Brands catch World Cup fever
England’s route to the semi-finals of the World Cup didn’t only get English football fans excited, brands got in on the hype too. Marks & Spencer made the most of its association with the team, and the fact manager Gareth Southgate has been wearing its waistcoat on the sidelines all competition, with a big social push, even dressing Percy Pig up in the clothing item for #WaistcoatWednesday. Retailers were keen to make the most of the buoyant public with deals on beer and snacks, with some even promising to close early on Sunday if the team made it to the final (that went well…).
Beyond trying to boost their own coffers, some brands have also been raising awareness of issues. Paddy Power promised to donate £10,000 for every goal scored by the Russian team to LGBT+ causes to raise awareness of the country’s poor record for this community. By making it to the quarter-finals (and having to go through two penalty shoot-outs), Russian ensured £170,000 was donated.
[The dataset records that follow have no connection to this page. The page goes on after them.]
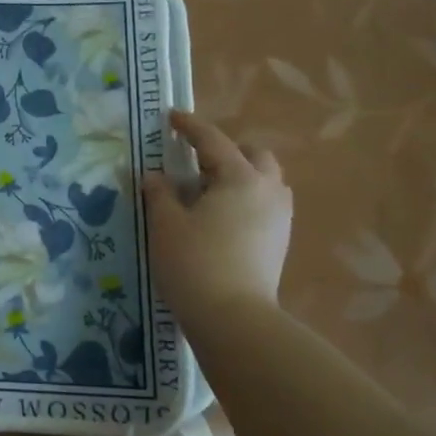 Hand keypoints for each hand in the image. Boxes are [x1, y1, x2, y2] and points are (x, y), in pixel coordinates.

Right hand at [142, 109, 292, 321]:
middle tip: (195, 163)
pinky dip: (246, 198)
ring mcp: (280, 217)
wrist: (234, 319)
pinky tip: (222, 218)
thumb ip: (159, 194)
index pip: (213, 141)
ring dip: (241, 175)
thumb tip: (155, 176)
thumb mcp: (165, 225)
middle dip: (227, 151)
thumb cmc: (194, 264)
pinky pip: (266, 204)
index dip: (189, 126)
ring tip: (209, 191)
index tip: (171, 117)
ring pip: (265, 180)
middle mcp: (268, 190)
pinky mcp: (280, 241)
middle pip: (254, 155)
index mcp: (240, 178)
L’Oréal’s former CMO makes decision not to return from sabbatical
Hugh Pile, the former marketing boss for Western Europe at L’Oréal, has decided not to return from his sabbatical and is instead staying at the family business, Blue Skies Holdings, as it ramps up its consumer brand efforts.
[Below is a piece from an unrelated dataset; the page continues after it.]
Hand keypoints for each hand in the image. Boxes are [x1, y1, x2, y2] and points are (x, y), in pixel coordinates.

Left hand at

Pile went on sabbatical almost a year ago, and says he is very lucky that L’Oréal gave him such an opportunity. While he describes the decision not to go back as “very hard”, he is looking forward to the challenge of building awareness of the Blue Skies brand from scratch as it goes from being a B2B brand supplying fresh cut fruit to supermarkets to producing its own fruit juices and ice cream.
Pile credits his time with L’Oréal for helping his marketing knowledge “mature”, but it’s clear his decision has also had an impact on the firm. It now offers a ‘Be Right Back’ programme, that enables staff to go on two-month sabbaticals to gain new skills they can bring back to the company. It’s a forward-looking move from one of the world’s biggest advertisers, and one that hopefully more people in its marketing department will take up.
The fallout from the Facebook data scandal
Facebook may be trying to put the Cambridge Analytica scandal behind it with a marketing campaign calling out “data misuse” and “fake news” as things that aren’t “its friend” but regulators are still on the case.
The first fine over the scandal has come, with the UK’s data regulator the Information Commissioner’s Office (ICO) issuing its maximum possible fine – £500,000 – after finding Facebook failed to safeguard users’ information and failed to be transparent about how data was used by third parties.
Facebook is lucky the breaches come under the Data Protection Act, rather than GDPR. If that were the case the ICO could have fined up to 4% of global turnover – an amount that might give Facebook a little more pause for thought than £500,000. As it is, while Facebook admits it made a mistake it has not said whether it will pay the fine, even as it faces further investigations into the scandal in the US and Europe.
Brands threaten to pull digital ad spend
Almost 18 months on from the brand safety scandal, it seems advertisers are finally getting sick of the lack of action in the digital media ecosystem. Deutsche Telekom’s head of international media management Gerhard Louw has said advertisers are considering switching budgets back to traditional channels unless urgent action is taken to address issues from viewability to ad fraud and transparency.
We’ve heard empty threats from brands before, but Louw does know what he’s talking about. He’s a vocal member of the World Federation of Advertisers’ media council and therefore privy to the conversations going on among media types at some of the world’s biggest brands.
The thing that should worry the big digital platforms most is that the concerns are moving beyond the media world to the boards of major companies. Less talk, more action needed.